> **Saved entries**:

-----

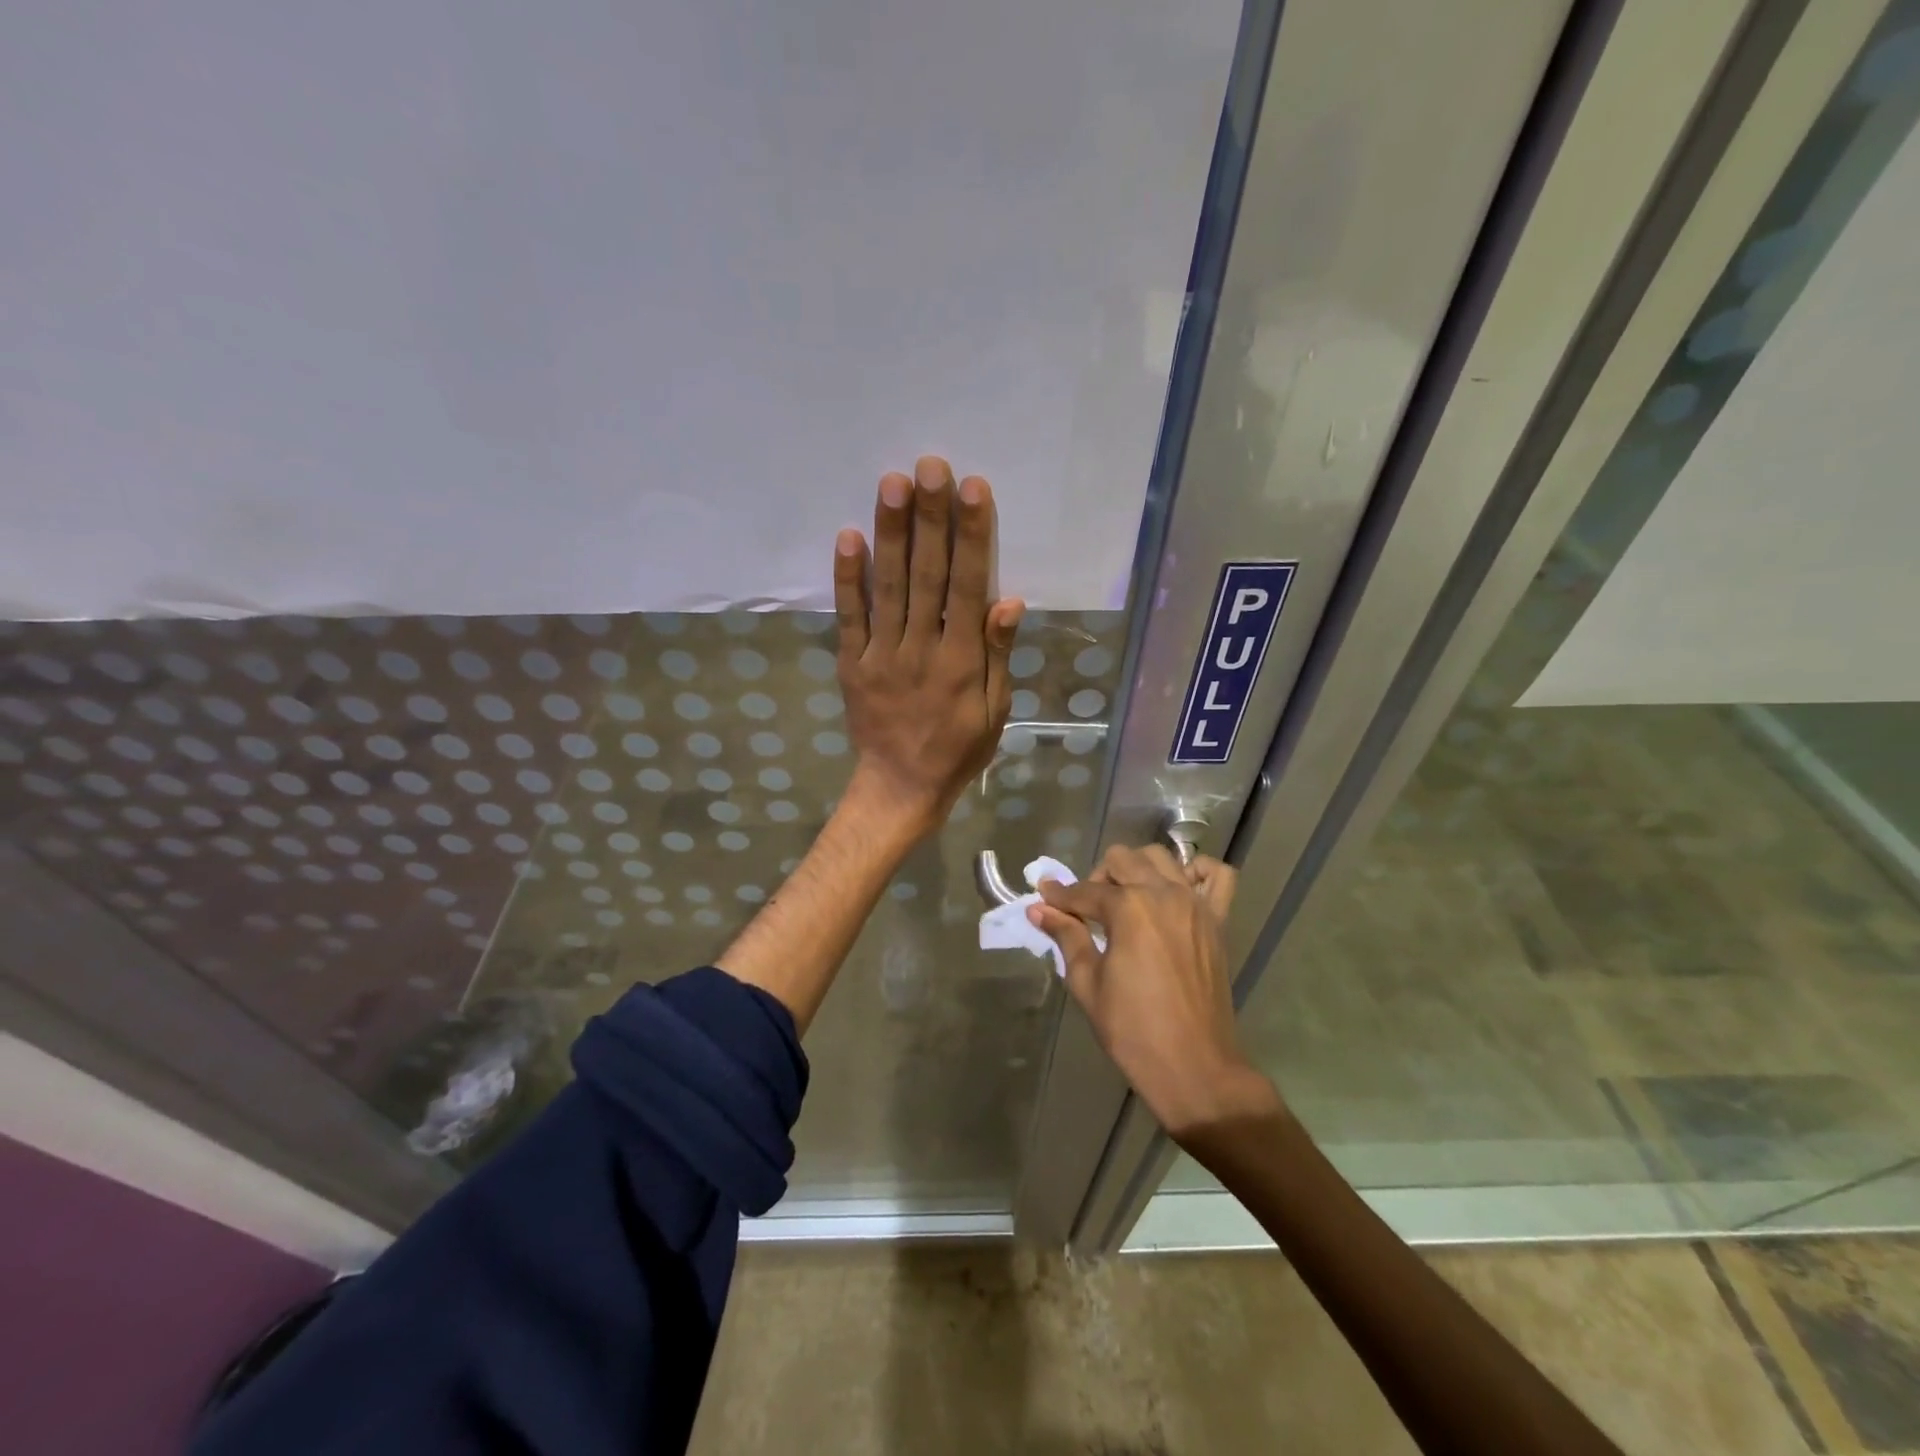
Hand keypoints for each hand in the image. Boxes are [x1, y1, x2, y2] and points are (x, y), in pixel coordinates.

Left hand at [833, 457, 1024, 837]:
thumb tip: (1010, 601)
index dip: (972, 536)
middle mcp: (922, 648)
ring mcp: (882, 654)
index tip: (972, 489)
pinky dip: (848, 578)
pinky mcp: (852, 663)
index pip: (970, 586)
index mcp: (963, 660)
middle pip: (928, 575)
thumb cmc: (959, 749)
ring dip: (891, 533)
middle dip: (930, 518)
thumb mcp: (995, 711)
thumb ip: (999, 655)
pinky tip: (848, 536)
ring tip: (893, 483)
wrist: (901, 787)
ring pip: (888, 587)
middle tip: (930, 466)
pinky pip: (849, 616)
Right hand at [1029, 846, 1282, 1137]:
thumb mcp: (1088, 983)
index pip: (1085, 891)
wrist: (1194, 1067)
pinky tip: (1178, 889)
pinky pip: (1217, 876)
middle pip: (1122, 860)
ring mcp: (1195, 904)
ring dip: (1138, 869)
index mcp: (1129, 908)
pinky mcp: (1217, 920)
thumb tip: (1038, 909)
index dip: (1059, 896)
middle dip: (1097, 878)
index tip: (1044, 898)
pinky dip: (1197, 872)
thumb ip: (1066, 937)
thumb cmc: (1133, 1029)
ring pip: (1162, 858)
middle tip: (1087, 911)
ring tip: (1127, 899)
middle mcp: (1164, 893)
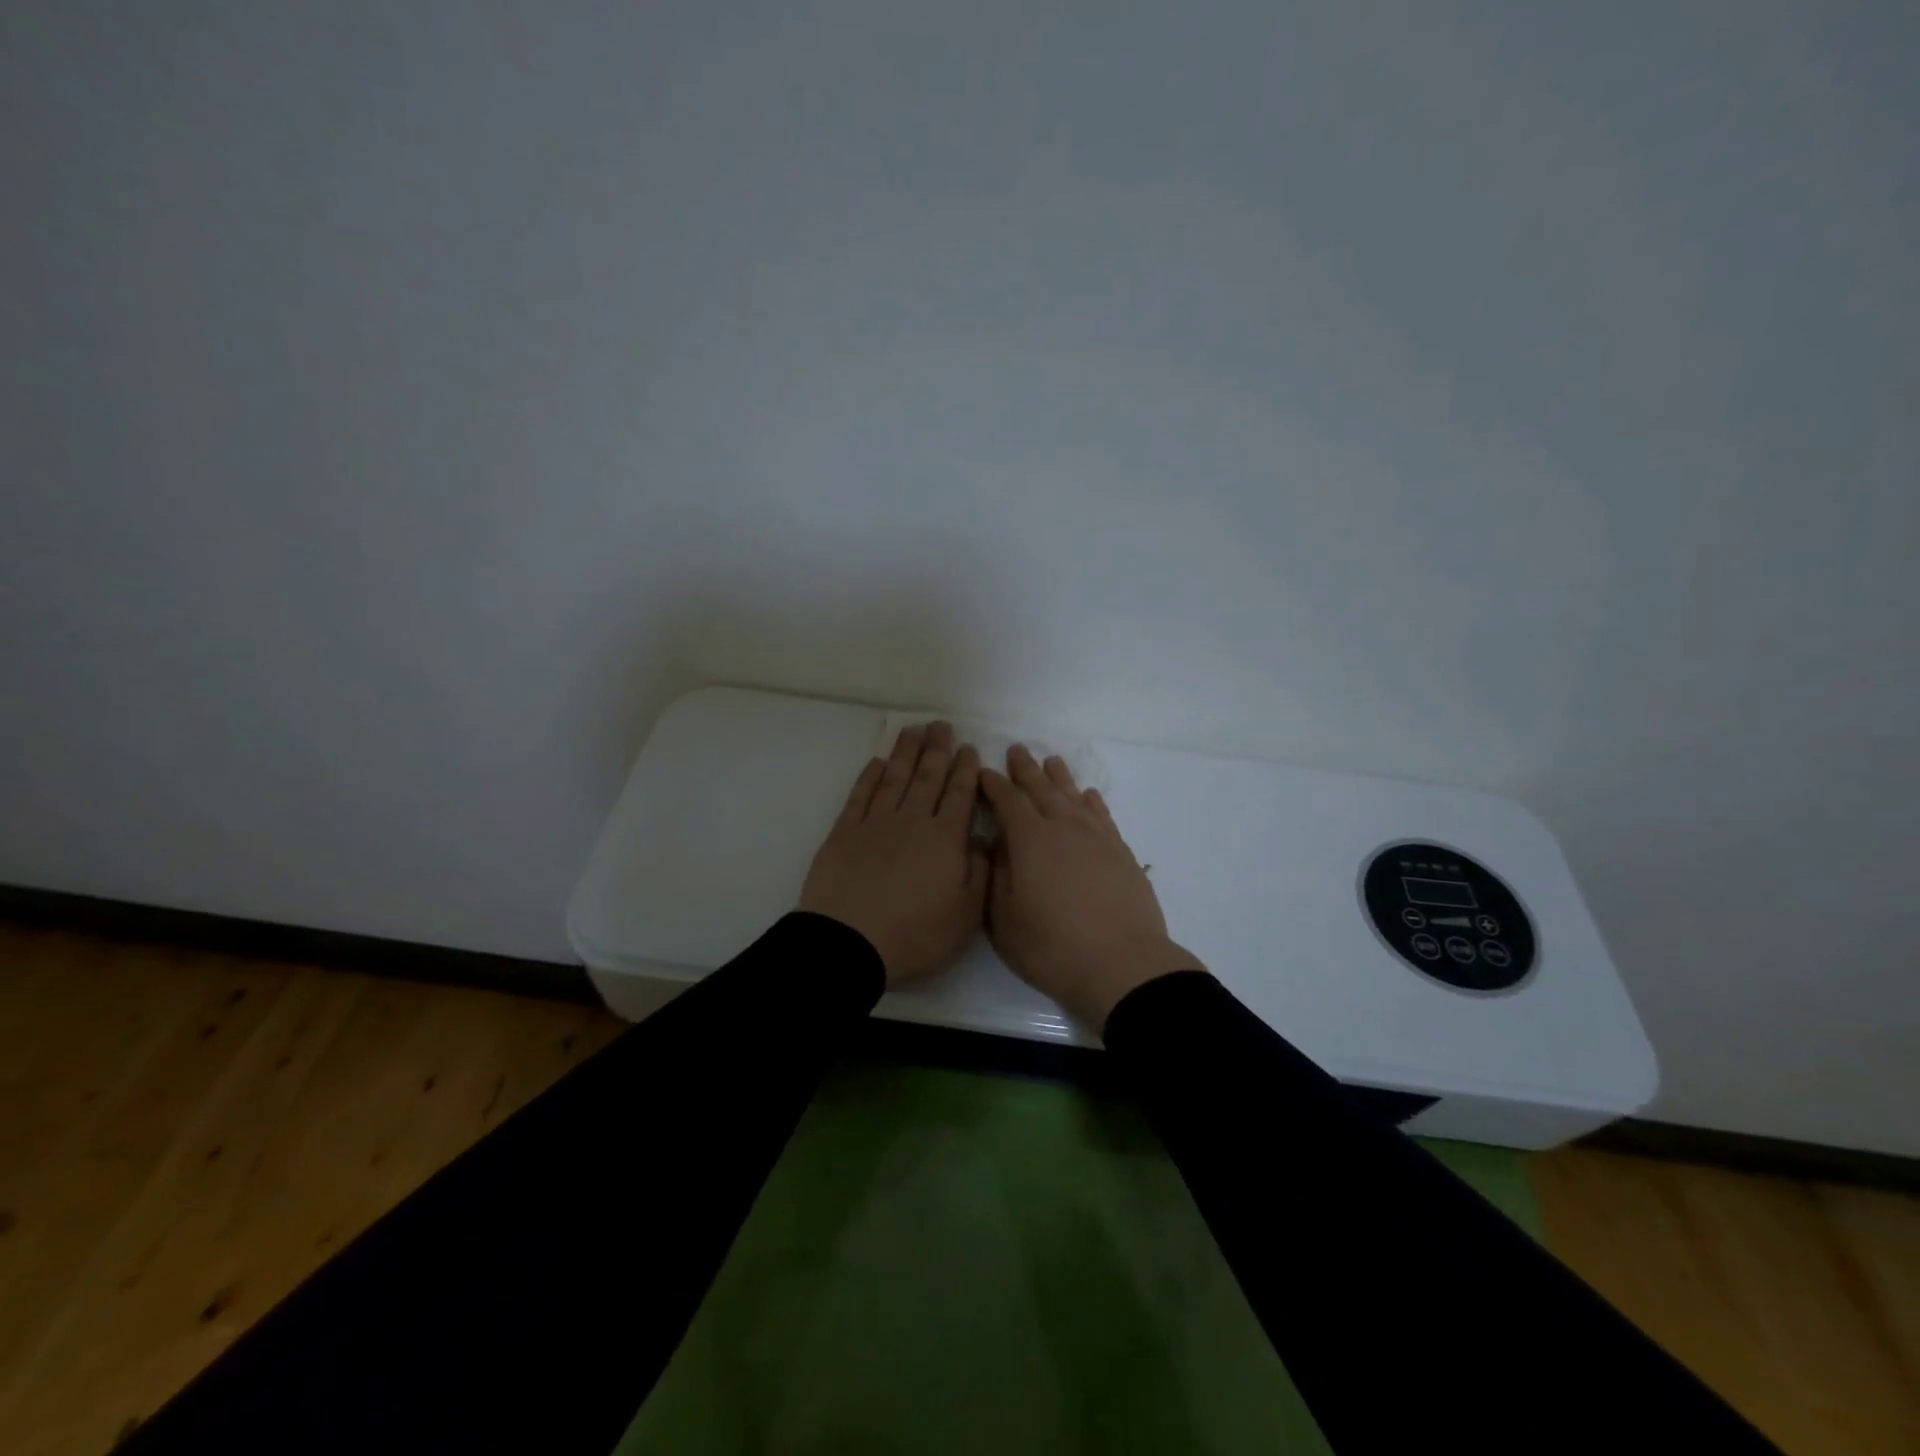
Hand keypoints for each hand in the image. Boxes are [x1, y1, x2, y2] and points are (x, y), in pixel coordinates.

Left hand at [800, 721, 988, 985]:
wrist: (848, 943)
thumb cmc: (914, 934)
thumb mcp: (966, 914)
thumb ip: (980, 872)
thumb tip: (982, 839)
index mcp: (945, 839)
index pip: (959, 794)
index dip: (965, 769)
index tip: (969, 748)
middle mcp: (912, 821)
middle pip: (927, 777)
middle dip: (937, 749)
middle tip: (942, 725)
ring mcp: (875, 823)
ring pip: (895, 778)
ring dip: (906, 752)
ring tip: (914, 730)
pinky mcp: (844, 832)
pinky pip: (860, 795)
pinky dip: (870, 776)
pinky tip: (877, 763)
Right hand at [980, 745, 1200, 1029]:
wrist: (1122, 965)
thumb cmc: (1052, 946)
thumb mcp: (1004, 918)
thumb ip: (997, 873)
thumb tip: (998, 843)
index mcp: (1030, 840)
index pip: (1007, 800)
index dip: (993, 784)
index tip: (983, 771)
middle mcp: (1064, 828)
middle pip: (1041, 789)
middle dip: (1025, 770)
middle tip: (1016, 750)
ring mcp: (1097, 838)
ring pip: (1073, 796)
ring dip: (1059, 777)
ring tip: (1051, 760)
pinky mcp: (1121, 852)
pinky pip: (1102, 815)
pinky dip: (1092, 801)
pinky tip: (1088, 796)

-----

> **Work request**: Your answer should be a single number: the count of lines in the data that include the word "hand".

> **Written answer**: 6